Cooke argues that criminal sanctions are necessary in anti-doping, as ADOs are not doing their job effectively. In 2002 when she was 19 years old and in her first Tour de France, Cooke says she was put under pressure to use prohibited substances. “The message couldn’t have been clearer”, she told the CMS Committee. “My salary stopped after that”.

She alleged that UK Sport did nothing with her evidence and took no notes during her meeting with them. ‘My representative specifically asked the director, John Scott, as they would do nothing, could they at least have the common courtesy of passing the intelligence I provided to the Italian anti-doping authorities’, states her written evidence. ‘John answered that he would not do so, he and his organisation would do nothing with the information […] If William Dazzani operated in the UK rather than in Italy he would still be running doping rings, producing tragedy and misery in so many around him. As it was the Italian Guardia were empowered by legislation making it a criminal offence to receive and procure PEDs for athletes and were able to conduct an investigation – Operation Bike – using tools of the state to do so. They tapped phones and had recorded conversations of Olivano Locatelli speaking to William Dazzani advising him how athletes could take PEDs and still not test positive at events. They conducted video surveillance and they raided houses and found stashes of PEDs. They arrested the Directeur Sportif William Dazzani.’

Conclusion

One of the the most controversial aspects of Cooke’s evidence is the connections between British Cycling, Team Sky and past allegations of doping. Cooke hinted at this when she told The Sports Integrity Initiative back in 2015 that “many of yesterday’s known dopers are today’s team managers”.

Her evidence takes this a step further. Cope and Wiggins were ex-team mates with the Linda McCartney Foods cycling team, within which The Times reported that doping was rife. Cooke names a number of other British Cycling staff who rode for that team in her written evidence.

‘As recently as June 2016 three of the British members of this team, Sean Yates, Max Sciandri and Matt Stephens, who is a commentator on the sport for Eurosport, all stated that UKAD had made no contact with them’, reads the evidence. Of course, riding on the same team doesn’t mean that any of the people named by Cooke have any connection to doping, however UKAD started an investigation in 2012, has yet to report its findings and it appears it has not spoken to some of the key members of that team. Given this, is perhaps easy to see why Cooke feels that ADOs are not committed to investigating elite athletes and criminal sanctions are necessary.

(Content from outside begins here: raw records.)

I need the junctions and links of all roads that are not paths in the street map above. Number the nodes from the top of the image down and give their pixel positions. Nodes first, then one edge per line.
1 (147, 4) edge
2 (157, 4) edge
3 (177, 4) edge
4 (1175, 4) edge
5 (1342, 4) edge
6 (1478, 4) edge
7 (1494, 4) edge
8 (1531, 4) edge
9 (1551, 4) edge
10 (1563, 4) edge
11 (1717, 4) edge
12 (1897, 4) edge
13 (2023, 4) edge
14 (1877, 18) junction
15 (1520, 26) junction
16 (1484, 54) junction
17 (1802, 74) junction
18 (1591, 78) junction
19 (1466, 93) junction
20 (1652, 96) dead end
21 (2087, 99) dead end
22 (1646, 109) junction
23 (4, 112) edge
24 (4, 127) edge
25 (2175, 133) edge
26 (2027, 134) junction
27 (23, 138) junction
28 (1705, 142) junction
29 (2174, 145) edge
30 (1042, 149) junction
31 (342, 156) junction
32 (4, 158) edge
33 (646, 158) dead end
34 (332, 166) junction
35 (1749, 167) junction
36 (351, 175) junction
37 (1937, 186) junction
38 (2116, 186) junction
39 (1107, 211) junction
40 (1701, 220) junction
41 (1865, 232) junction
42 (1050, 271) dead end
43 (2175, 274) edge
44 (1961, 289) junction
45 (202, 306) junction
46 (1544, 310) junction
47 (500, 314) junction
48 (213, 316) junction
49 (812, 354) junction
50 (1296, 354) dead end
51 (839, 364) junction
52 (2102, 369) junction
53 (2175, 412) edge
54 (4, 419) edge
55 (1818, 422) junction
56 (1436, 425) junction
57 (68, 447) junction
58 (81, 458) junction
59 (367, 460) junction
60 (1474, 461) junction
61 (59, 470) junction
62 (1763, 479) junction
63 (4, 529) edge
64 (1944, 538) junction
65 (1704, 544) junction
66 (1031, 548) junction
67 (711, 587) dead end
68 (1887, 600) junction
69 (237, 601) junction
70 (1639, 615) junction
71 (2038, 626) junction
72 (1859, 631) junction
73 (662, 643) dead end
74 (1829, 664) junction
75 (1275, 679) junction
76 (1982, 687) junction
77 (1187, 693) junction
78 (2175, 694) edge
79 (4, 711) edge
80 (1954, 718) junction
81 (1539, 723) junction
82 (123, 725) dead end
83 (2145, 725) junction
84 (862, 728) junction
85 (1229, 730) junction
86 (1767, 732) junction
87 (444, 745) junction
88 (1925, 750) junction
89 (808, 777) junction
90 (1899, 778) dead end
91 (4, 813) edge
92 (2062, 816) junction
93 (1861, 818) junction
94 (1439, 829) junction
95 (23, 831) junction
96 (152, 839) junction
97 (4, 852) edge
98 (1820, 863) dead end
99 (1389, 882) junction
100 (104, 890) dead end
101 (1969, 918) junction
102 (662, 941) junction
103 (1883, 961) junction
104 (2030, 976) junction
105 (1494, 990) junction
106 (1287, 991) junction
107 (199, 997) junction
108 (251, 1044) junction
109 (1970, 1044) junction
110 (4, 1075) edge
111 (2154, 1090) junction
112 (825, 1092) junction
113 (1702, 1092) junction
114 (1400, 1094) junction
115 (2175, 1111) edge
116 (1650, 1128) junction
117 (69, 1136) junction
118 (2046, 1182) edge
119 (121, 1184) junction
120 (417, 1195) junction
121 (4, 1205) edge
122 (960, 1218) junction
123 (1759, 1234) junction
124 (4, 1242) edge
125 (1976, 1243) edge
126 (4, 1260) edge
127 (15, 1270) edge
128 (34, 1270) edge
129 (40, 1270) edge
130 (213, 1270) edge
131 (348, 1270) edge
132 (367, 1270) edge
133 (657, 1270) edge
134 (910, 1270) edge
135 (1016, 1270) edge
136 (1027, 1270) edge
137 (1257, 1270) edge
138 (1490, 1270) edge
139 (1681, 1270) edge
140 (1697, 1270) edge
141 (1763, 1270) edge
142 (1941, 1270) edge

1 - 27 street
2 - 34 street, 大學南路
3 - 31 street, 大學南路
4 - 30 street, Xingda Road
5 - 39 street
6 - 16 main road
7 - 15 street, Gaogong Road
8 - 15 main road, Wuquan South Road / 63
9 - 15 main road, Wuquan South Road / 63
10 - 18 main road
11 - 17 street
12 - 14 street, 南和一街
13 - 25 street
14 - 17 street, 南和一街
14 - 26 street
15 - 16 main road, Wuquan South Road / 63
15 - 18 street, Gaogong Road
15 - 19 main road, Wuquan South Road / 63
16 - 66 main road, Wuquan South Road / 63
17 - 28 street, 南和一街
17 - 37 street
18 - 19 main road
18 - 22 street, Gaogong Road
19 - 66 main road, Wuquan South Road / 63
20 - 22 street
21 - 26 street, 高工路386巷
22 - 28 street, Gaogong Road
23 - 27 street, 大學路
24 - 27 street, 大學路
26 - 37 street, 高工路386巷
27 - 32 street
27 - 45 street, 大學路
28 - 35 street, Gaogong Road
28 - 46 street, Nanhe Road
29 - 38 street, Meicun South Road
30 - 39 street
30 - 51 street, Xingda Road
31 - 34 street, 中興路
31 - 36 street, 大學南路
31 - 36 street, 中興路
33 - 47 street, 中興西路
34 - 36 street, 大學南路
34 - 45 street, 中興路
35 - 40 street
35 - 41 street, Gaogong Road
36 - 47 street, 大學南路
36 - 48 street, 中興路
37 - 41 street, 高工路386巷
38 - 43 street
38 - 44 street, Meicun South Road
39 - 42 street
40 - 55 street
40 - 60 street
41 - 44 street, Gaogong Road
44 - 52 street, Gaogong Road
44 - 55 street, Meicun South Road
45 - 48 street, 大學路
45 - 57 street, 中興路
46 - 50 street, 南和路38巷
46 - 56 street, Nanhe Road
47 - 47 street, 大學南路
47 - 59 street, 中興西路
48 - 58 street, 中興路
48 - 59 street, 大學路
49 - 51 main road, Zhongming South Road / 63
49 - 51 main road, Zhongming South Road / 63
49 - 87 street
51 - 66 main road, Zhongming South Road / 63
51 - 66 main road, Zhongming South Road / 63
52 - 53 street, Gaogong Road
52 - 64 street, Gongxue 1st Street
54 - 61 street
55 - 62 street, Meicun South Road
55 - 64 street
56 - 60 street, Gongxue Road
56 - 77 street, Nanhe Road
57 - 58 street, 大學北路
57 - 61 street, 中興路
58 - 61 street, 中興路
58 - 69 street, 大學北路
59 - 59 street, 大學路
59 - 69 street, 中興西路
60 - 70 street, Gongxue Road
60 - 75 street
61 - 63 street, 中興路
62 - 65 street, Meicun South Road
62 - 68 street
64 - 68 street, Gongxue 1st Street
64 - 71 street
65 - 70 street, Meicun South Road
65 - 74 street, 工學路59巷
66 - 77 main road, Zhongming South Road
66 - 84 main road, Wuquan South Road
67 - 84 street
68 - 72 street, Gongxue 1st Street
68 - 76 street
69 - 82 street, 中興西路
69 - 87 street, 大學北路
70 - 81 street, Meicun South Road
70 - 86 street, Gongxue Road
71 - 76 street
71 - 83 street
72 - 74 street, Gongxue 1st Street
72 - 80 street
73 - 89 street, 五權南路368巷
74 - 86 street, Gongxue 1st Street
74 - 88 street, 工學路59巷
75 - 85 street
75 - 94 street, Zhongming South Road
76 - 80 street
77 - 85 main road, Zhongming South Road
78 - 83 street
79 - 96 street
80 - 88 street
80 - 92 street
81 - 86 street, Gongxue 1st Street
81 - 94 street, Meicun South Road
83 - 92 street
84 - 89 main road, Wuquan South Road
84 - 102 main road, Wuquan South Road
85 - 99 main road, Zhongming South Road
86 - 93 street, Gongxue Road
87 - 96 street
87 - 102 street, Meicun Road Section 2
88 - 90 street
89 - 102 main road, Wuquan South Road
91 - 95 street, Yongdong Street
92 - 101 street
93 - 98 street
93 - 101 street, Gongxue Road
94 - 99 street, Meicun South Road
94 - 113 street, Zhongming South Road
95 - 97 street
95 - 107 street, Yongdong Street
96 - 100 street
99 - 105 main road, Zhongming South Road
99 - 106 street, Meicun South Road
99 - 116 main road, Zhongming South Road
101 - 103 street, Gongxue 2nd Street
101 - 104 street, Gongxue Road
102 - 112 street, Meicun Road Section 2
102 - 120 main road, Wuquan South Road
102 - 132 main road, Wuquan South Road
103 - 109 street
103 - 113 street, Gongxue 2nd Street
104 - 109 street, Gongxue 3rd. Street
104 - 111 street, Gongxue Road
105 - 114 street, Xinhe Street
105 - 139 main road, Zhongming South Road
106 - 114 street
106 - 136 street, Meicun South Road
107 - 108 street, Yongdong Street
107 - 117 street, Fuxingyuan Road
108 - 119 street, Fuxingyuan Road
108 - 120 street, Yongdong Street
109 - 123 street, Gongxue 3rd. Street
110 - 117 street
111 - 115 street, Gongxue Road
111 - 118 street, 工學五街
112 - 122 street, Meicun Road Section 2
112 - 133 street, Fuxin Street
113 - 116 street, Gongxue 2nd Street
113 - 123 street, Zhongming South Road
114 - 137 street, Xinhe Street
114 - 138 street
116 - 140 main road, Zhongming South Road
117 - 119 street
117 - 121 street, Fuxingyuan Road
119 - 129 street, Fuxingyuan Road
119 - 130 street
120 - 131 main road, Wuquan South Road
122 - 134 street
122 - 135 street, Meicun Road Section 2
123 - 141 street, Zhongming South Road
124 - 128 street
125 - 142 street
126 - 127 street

Cooke’s allegations also raise questions as to how accountable sport should be for how it spends public money, and further questions as to whether regulations on TUE use should be tightened. Her evidence appears to suggest that sporting organisations are playing the TUE system by using it to achieve the ‘marginal gains’ of which organisations such as British Cycling are so proud, whilst at the same time changing the rules and selecting statistics in order to show a ‘public face’ that TUE use is declining.

Cooke’s allegations will play into the hands of those that argue that anti-doping should be made entirely independent from sport. Her view appears to be that ADOs do not have the resources or appetite to take down major sporting stars and again, this could be connected to funding.

ADOs are often allocated their funding from government departments. In UKAD’s case, it is funded by the Department for Culture Media and Sport (DCMS). DCMS’s funding directly depends on sporting success, so it could be argued that ADOs do not have an incentive to conduct major investigations that could jeopardise that funding by sanctioning successful athletes. Although it would be very difficult to prove this to be true, Cooke would argue the potential for that flaw to exist ought to be removed from the equation.